TASK DESCRIPTION
Copy each line below in which the word "bends" occurs.

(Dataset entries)
════════════════
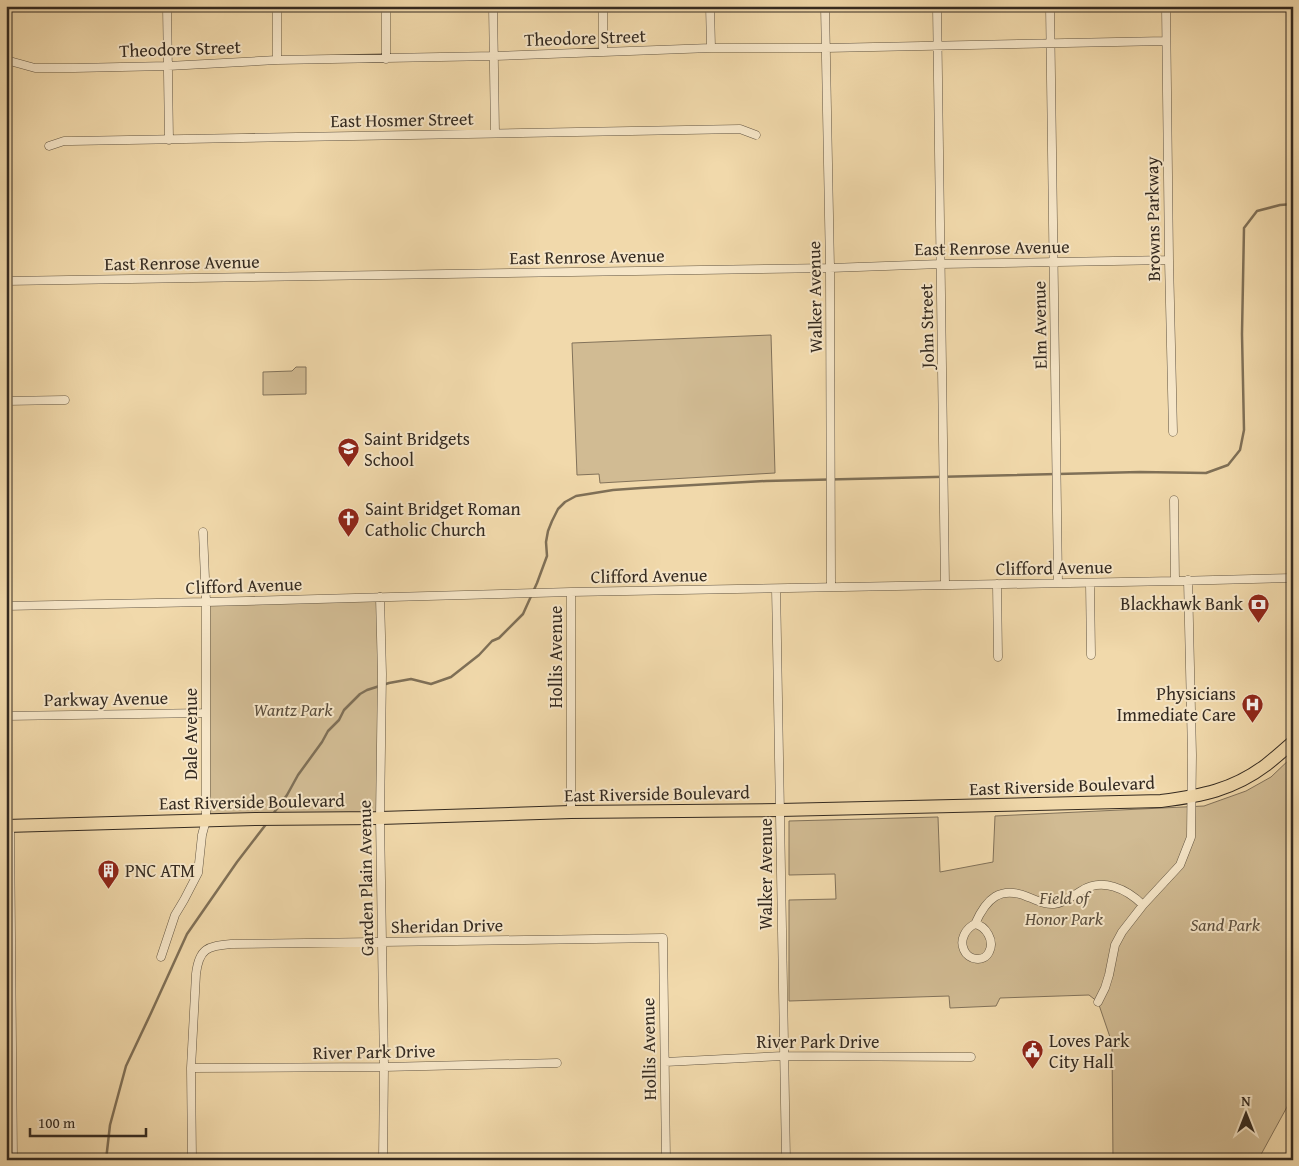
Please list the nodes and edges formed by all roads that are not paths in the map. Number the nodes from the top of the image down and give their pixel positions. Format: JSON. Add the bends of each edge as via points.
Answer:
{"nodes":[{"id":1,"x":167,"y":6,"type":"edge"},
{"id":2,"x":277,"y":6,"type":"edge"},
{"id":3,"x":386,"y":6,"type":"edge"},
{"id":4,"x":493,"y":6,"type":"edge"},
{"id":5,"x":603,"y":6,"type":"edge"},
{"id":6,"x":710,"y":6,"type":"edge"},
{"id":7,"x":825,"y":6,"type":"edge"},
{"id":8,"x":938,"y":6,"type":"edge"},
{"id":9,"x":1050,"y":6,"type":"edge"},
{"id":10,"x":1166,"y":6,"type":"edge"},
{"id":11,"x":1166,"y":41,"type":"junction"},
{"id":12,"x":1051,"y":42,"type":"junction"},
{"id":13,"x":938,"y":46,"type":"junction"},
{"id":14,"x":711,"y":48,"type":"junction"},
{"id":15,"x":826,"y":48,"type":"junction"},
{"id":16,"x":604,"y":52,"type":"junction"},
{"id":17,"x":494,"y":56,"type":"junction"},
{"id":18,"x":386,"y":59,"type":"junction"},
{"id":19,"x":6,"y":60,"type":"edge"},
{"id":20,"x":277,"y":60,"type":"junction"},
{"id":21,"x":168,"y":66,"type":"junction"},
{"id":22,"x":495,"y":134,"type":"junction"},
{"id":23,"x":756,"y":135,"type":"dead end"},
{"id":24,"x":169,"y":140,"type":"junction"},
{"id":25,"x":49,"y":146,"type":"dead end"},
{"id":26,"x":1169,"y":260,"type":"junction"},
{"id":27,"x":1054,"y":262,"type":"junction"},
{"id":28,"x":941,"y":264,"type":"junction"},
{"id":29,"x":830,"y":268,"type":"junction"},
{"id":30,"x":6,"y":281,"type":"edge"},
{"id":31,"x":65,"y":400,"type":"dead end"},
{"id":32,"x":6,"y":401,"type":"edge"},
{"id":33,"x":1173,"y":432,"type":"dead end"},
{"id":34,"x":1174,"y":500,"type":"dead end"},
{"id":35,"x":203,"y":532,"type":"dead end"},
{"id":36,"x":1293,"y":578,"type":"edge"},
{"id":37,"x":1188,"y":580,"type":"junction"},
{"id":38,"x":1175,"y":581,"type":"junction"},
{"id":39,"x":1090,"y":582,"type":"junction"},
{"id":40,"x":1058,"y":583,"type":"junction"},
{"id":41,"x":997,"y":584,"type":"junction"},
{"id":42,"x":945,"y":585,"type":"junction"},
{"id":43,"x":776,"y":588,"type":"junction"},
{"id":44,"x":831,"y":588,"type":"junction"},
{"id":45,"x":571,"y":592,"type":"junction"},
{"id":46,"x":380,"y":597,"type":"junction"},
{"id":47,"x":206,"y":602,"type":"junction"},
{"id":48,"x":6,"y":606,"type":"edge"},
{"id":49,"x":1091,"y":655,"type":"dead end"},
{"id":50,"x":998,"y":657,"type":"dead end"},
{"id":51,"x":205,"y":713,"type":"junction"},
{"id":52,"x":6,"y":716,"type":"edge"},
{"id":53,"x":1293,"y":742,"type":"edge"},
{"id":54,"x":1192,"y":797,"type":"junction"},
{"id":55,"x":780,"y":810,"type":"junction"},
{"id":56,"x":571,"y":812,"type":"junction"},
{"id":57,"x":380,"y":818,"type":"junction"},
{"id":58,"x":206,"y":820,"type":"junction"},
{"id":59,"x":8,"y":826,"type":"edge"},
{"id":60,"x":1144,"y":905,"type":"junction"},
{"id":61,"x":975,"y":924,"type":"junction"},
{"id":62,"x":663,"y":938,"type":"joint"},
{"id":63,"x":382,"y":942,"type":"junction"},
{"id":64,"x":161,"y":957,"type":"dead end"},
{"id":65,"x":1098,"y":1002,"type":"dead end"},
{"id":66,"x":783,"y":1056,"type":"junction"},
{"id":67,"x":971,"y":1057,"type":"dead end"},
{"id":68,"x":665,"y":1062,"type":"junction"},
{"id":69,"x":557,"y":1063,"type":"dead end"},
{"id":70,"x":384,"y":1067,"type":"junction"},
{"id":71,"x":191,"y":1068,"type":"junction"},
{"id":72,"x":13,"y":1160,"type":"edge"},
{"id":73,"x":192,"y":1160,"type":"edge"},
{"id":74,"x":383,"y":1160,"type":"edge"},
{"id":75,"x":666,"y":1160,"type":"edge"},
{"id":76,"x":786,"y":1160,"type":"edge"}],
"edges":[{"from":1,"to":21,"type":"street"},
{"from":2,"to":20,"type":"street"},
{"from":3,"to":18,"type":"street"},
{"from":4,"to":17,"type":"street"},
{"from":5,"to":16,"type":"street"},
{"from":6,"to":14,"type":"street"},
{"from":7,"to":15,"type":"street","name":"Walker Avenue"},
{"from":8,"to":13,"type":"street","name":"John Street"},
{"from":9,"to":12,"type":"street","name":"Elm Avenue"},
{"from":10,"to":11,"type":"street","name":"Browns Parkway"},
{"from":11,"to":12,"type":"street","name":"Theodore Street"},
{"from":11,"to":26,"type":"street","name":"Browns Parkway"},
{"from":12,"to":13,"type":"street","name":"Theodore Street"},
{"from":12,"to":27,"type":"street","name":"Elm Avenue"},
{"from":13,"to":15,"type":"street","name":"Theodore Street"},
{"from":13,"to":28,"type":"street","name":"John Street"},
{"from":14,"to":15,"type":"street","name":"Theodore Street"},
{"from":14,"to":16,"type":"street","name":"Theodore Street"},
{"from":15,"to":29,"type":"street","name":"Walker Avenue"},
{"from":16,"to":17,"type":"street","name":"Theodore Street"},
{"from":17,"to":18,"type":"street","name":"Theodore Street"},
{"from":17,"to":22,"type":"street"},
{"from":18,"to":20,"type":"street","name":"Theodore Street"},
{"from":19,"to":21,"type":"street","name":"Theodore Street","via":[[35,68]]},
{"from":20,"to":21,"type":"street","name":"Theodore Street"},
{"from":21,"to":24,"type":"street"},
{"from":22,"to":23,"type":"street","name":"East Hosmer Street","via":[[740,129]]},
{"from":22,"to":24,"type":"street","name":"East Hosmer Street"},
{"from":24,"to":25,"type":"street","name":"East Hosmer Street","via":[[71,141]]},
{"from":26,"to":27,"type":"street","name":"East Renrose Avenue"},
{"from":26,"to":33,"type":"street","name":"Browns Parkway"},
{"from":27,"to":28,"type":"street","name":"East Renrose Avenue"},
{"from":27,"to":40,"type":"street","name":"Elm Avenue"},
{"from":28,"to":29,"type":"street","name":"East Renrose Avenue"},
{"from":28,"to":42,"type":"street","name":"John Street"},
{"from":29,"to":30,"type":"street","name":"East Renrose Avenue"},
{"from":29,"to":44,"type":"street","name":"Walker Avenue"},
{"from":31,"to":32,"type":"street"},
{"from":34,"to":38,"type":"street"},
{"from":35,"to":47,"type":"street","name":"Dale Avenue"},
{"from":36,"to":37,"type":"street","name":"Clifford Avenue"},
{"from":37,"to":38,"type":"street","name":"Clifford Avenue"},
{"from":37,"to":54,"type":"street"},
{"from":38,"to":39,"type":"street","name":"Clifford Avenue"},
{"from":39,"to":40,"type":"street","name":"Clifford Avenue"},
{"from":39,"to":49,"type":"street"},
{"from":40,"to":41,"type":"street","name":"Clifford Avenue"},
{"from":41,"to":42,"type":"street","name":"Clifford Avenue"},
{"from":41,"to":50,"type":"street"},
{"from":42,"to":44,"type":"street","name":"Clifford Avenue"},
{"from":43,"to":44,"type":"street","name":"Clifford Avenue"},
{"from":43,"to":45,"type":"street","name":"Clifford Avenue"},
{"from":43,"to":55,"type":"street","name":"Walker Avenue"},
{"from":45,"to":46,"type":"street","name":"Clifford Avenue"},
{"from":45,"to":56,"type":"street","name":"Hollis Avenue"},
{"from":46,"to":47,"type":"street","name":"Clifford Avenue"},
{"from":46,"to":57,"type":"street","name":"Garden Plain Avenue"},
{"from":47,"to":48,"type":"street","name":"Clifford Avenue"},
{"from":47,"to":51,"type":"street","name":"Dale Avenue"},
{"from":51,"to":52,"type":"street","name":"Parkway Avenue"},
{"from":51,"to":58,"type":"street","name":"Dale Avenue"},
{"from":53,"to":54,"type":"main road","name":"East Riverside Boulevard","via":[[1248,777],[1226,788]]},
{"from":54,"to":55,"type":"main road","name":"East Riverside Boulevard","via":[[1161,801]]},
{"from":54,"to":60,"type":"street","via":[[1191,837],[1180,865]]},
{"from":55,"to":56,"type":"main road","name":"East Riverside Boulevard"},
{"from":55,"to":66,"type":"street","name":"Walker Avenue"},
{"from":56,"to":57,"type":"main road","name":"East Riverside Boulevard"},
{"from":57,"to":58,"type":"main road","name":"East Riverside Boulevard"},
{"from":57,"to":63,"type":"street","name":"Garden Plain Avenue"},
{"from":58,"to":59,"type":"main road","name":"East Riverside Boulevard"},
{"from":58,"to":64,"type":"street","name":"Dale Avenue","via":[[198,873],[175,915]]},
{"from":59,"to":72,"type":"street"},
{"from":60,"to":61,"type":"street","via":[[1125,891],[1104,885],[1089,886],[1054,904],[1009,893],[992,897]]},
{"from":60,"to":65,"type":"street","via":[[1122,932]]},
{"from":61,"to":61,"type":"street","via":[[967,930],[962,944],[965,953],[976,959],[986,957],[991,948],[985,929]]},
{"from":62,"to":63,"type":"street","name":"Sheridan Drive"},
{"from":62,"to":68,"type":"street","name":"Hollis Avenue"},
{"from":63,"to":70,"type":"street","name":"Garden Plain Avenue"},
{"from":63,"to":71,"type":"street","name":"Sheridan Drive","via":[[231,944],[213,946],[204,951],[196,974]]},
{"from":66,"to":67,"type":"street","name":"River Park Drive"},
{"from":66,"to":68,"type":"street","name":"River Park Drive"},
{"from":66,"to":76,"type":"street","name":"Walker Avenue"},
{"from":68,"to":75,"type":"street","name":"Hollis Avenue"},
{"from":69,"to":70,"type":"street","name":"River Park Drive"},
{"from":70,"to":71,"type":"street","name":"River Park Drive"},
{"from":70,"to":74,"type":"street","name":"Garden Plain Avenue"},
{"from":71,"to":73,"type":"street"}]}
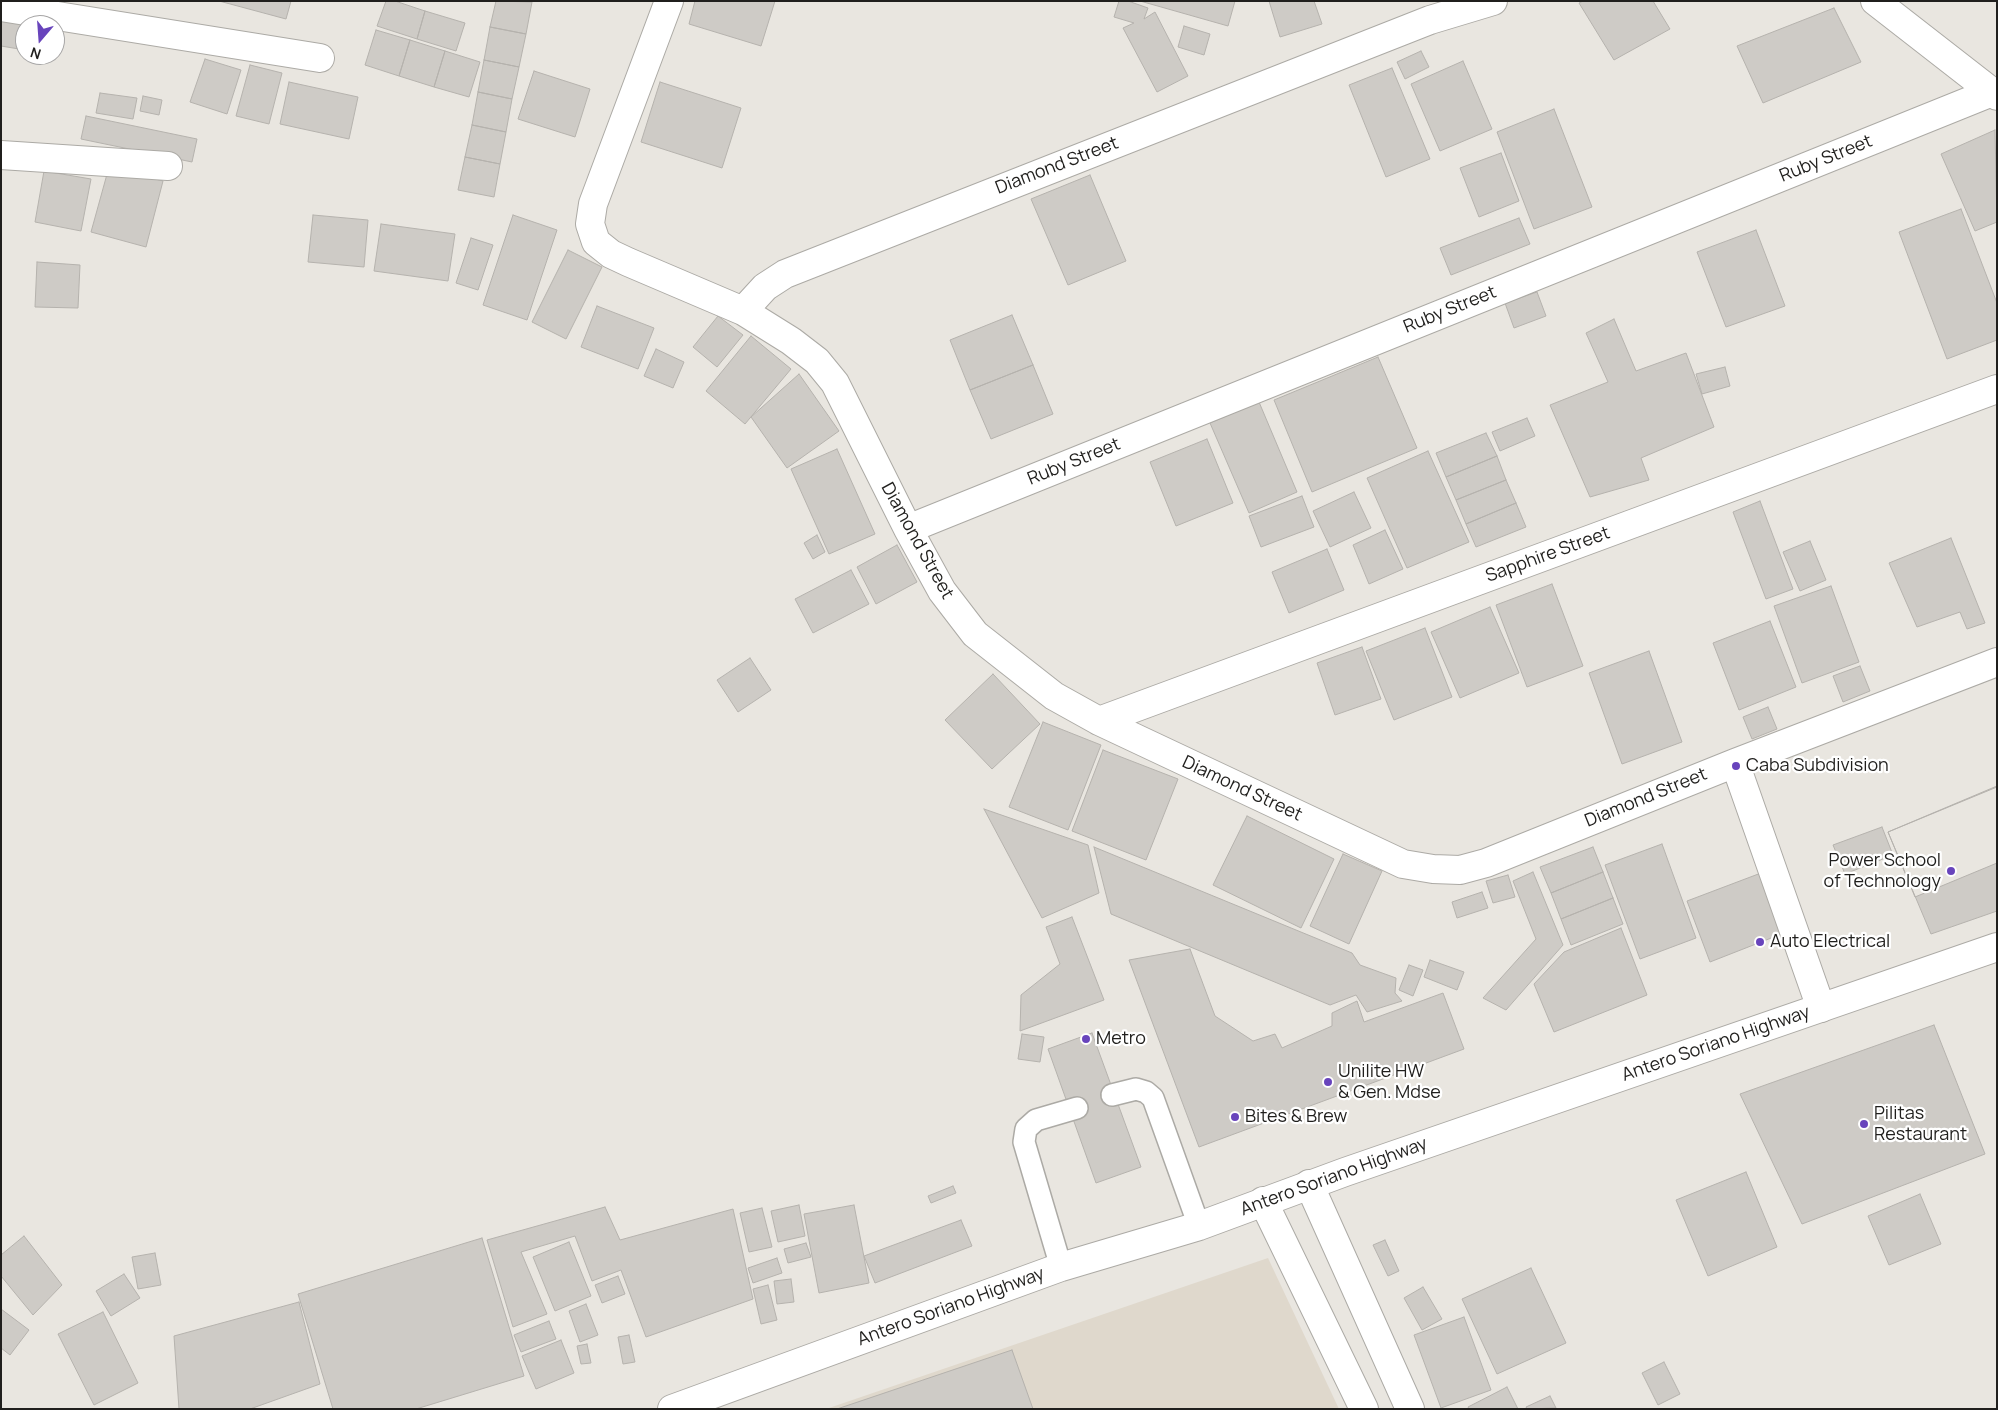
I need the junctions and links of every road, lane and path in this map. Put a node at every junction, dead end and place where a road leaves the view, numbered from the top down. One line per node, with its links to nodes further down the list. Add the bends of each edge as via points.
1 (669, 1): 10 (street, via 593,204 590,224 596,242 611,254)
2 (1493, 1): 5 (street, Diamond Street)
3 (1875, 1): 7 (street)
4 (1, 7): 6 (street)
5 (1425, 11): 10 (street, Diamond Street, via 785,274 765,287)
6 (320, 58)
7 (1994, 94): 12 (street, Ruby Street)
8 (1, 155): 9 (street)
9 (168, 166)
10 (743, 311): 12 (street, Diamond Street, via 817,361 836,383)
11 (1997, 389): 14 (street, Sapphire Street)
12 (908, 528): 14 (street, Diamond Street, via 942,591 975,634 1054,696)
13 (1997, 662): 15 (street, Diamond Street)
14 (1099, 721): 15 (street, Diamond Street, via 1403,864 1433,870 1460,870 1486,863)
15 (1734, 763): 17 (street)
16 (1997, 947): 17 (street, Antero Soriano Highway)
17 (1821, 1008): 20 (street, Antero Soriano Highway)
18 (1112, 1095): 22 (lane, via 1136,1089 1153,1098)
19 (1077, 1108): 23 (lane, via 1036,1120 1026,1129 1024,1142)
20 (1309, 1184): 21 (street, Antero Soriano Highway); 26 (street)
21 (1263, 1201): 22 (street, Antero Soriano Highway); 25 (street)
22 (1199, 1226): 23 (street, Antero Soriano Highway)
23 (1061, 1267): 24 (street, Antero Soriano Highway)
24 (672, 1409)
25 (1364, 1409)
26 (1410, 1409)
════════════════
YOUR RESPONSE
Please list the nodes and edges formed by all roads that are not paths in the map. Number the nodes from the top of the image down and give their pixel positions. Format: JSON. Add the bends of each edge as via points.
I need the junctions and links of every road, lane and path in this map. Put a node at every junction, dead end and place where a road leaves the view, numbered from the top down. One line per node, with its links to nodes further down the list. Add the bends of each edge as via points.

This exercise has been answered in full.